● **TASK STATEMENT**:
Only the number is wanted: how many lines of the listing below contain "main"?

● **DATASET**:
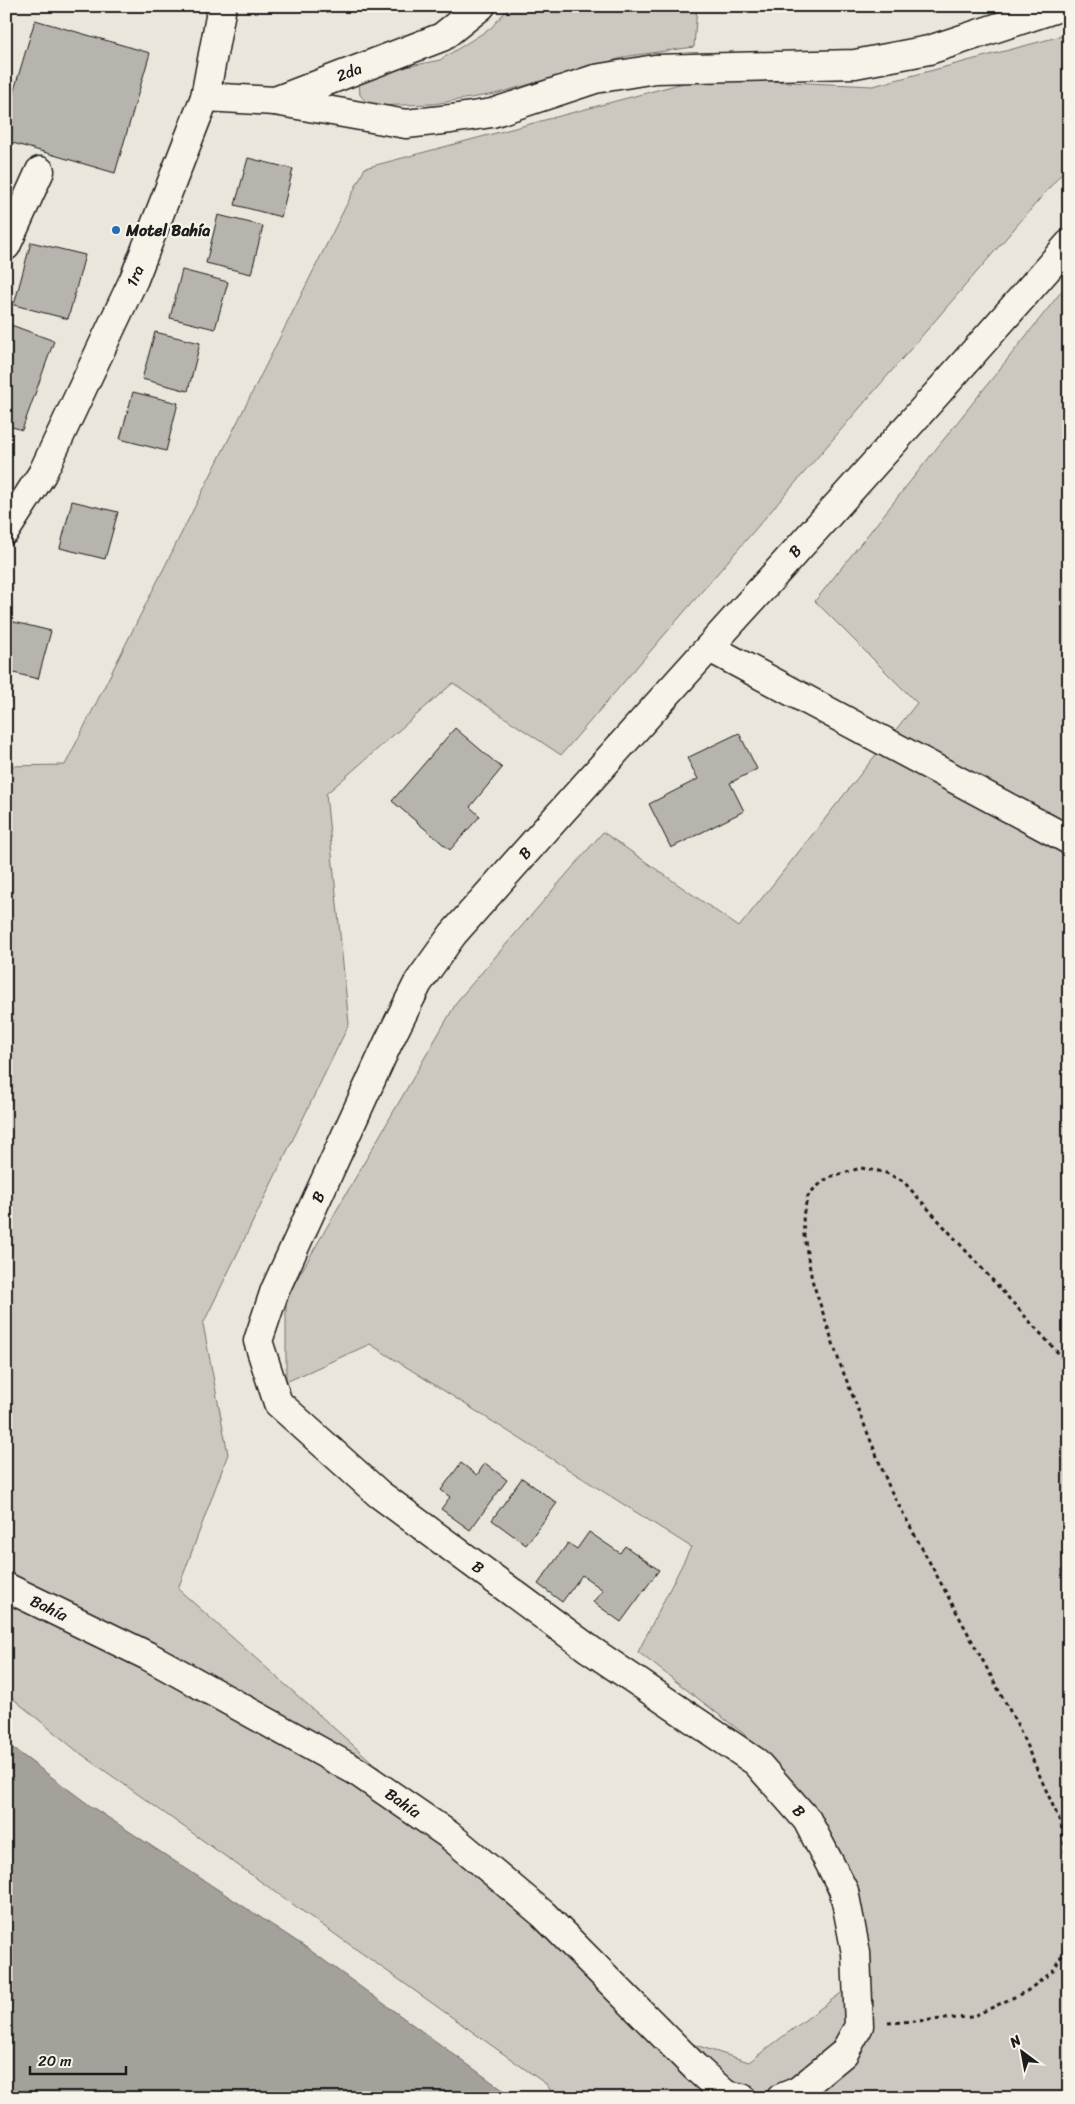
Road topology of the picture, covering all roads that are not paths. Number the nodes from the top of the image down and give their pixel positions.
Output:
1 (222, 6) edge
2 (481, 6) edge
3 (1063, 6) edge
4 (205, 98) junction
5 (275, 101) junction
6 (40, 171) dead end
7 (1069, 244) edge
8 (6, 246) edge
9 (6, 530) edge
10 (710, 648) junction
11 (1069, 840) edge
12 (6, 1587) edge
13 (742, 2098) edge
14 (781, 2098) edge

1 - 4 street, 1ra
2 - 5 street, 2da
3 - 5 street
4 - 5 street, 2da
4 - 9 street, 1ra
6 - 8 street
7 - 10 street, B
10 - 11 street
10 - 14 street, B
12 - 13 street, Bahía

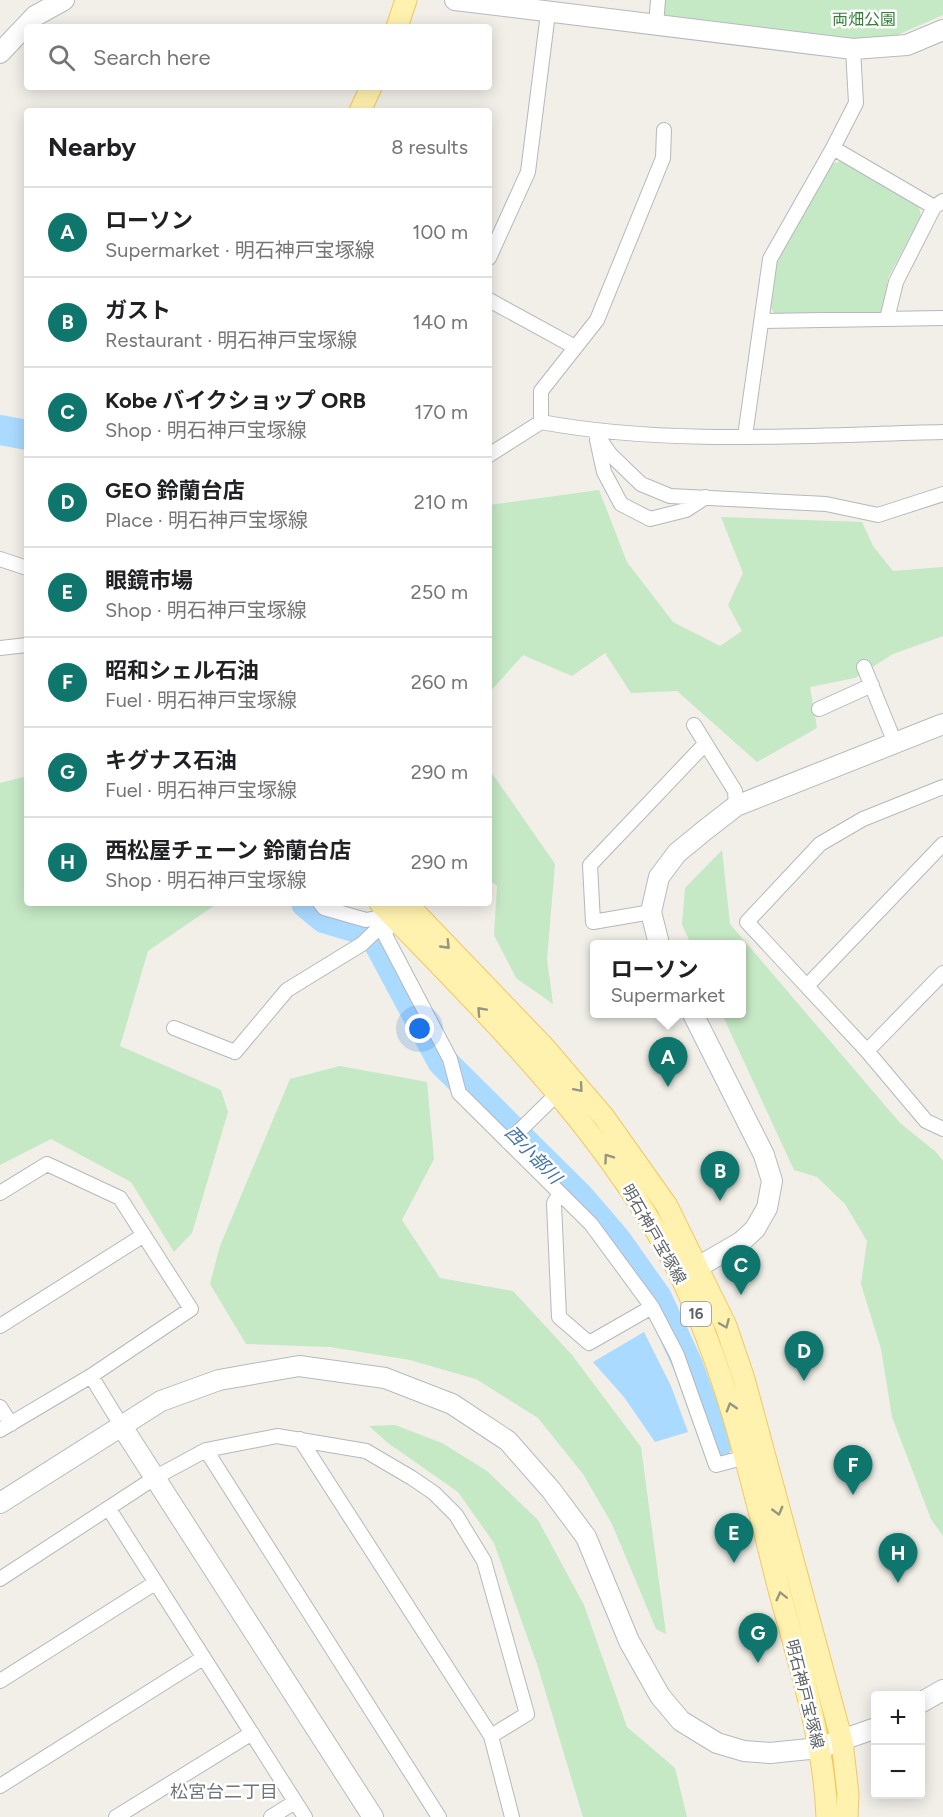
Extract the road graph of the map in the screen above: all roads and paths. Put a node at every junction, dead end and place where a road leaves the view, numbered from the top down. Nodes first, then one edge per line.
1 (64, 0) edge
2 (406, 0) edge
3 (455, 0) edge
4 (658, 0) edge
5 (548, 13) junction
6 (27, 24) edge
7 (398, 24) edge
8 (656, 25) junction
9 (24, 28) edge
10 (943, 30) edge
11 (853, 49) junction
12 (0, 53) edge
13 (370, 90) edge
14 (361, 108) edge
15 (664, 130) dead end
16 (833, 148) junction
17 (939, 204) edge
18 (492, 251) edge
19 (492, 302) edge
20 (943, 318) edge
21 (887, 319) junction
22 (763, 321) junction
23 (575, 346) junction
24 (541, 422) junction
25 (595, 432) junction
26 (943, 432) edge
27 (745, 436) junction
28 (492, 453) edge
29 (943, 494) edge
30 (706, 497) junction
31 (0, 559) edge
32 (24, 567) edge
33 (24, 645) edge
34 (0, 648) edge
35 (864, 667) dead end
36 (872, 685) junction
37 (819, 709) dead end
38 (943, 724) edge
39 (694, 725) dead end
40 (895, 742) junction
41 (705, 744) junction
42 (943, 787) edge
43 (736, 806) junction
44 (943, 844) edge
45 (322, 906) edge
46 (392, 907) edge
47 (651, 912) junction
48 (658, 940) edge
49 (943, 974) edge
50 (807, 986) junction
51 (695, 1018) edge
52 (174, 1028) dead end
53 (867, 1051) junction
54 (558, 1093) junction
55 (943, 1129) edge
56 (508, 1142) junction
57 (0, 1193) edge
58 (560, 1193) junction
59 (144, 1235) junction
60 (698, 1267) junction
61 (652, 1307) junction
62 (0, 1326) edge
63 (91, 1376) junction
64 (0, 1407) edge
65 (121, 1425) junction
66 (5, 1427) edge
67 (300, 1439) junction
68 (206, 1450) junction
69 (746, 1457) junction
70 (156, 1477) junction
71 (0, 1503) edge
72 (109, 1509) junction
73 (0, 1579) edge
74 (155, 1582) junction
75 (203, 1658) junction
76 (0, 1681) edge
77 (943, 1690) edge
78 (925, 1701) edge
79 (871, 1730) edge
80 (252, 1733) junction
81 (491, 1736) junction
82 (842, 1741) junction
83 (819, 1748) junction
84 (0, 1786) edge
85 (295, 1802) junction
86 (116, 1817) edge
87 (271, 1817) edge
88 (304, 1817) edge
89 (373, 1817) edge
90 (439, 1817) edge
91 (512, 1817) edge
92 (826, 1817) edge
93 (847, 1817) edge

1 - 6 street
2 - 7 main road
3 - 5 street
4 - 8 street
5 - 8 street
5 - 18 street
8 - 11 street
9 - 12 street
10 - 11 street
11 - 16 street
13 - 14 main road
15 - 23 street
16 - 17 street
16 - 22 street
17 - 21 street
19 - 23 street
20 - 21 street
21 - 22 street
22 - 27 street
23 - 24 street
24 - 25 street
24 - 28 street
25 - 27 street
25 - 30 street
25 - 30 street
26 - 27 street
29 - 30 street
31 - 32 street
33 - 34 street
35 - 36 street
36 - 37 street
36 - 40 street
38 - 40 street
39 - 41 street
40 - 43 street
41 - 43 street
41 - 47 street
42 - 50 street
43 - 47 street
44 - 50 street
45 - 46 street
46 - 52 street
54 -> 46 main road, 明石神戸宝塚線 / 16
46 - 56 street
46 -> 60 main road, 明石神戸宝塚線 / 16
47 - 48 street
49 - 53 street
50 - 53 street
51 - 60 street
53 - 55 street
54 - 56 street
69 -> 54 main road, 明石神戸宝塚線 / 16
56 - 58 street
57 - 59 street
58 - 61 street
58 - 61 street
59 - 62 street
59 - 63 street
60 -> 82 main road, 明石神戸宝塚線 / 16
61 - 69 street
63 - 65 street
63 - 66 street
64 - 66 street
65 - 70 street
65 - 71 street
65 - 83 street
67 - 68 street
67 - 81 street
67 - 81 street
68 - 70 street
68 - 90 street
83 -> 69 main road, 明石神戸宝塚線 / 16
70 - 72 street
70 - 89 street
72 - 73 street
72 - 74 street
74 - 75 street
74 - 76 street
75 - 80 street
75 - 84 street
77 - 78 street
79 - 82 street
80 - 85 street
80 - 86 street
81 - 91 street
82 - 83 street
82 - 93 main road, 明石神戸宝塚線 / 16
83 - 92 main road, 明石神戸宝塚線 / 16
85 - 87 street
85 - 88 street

● **REPLY**:
9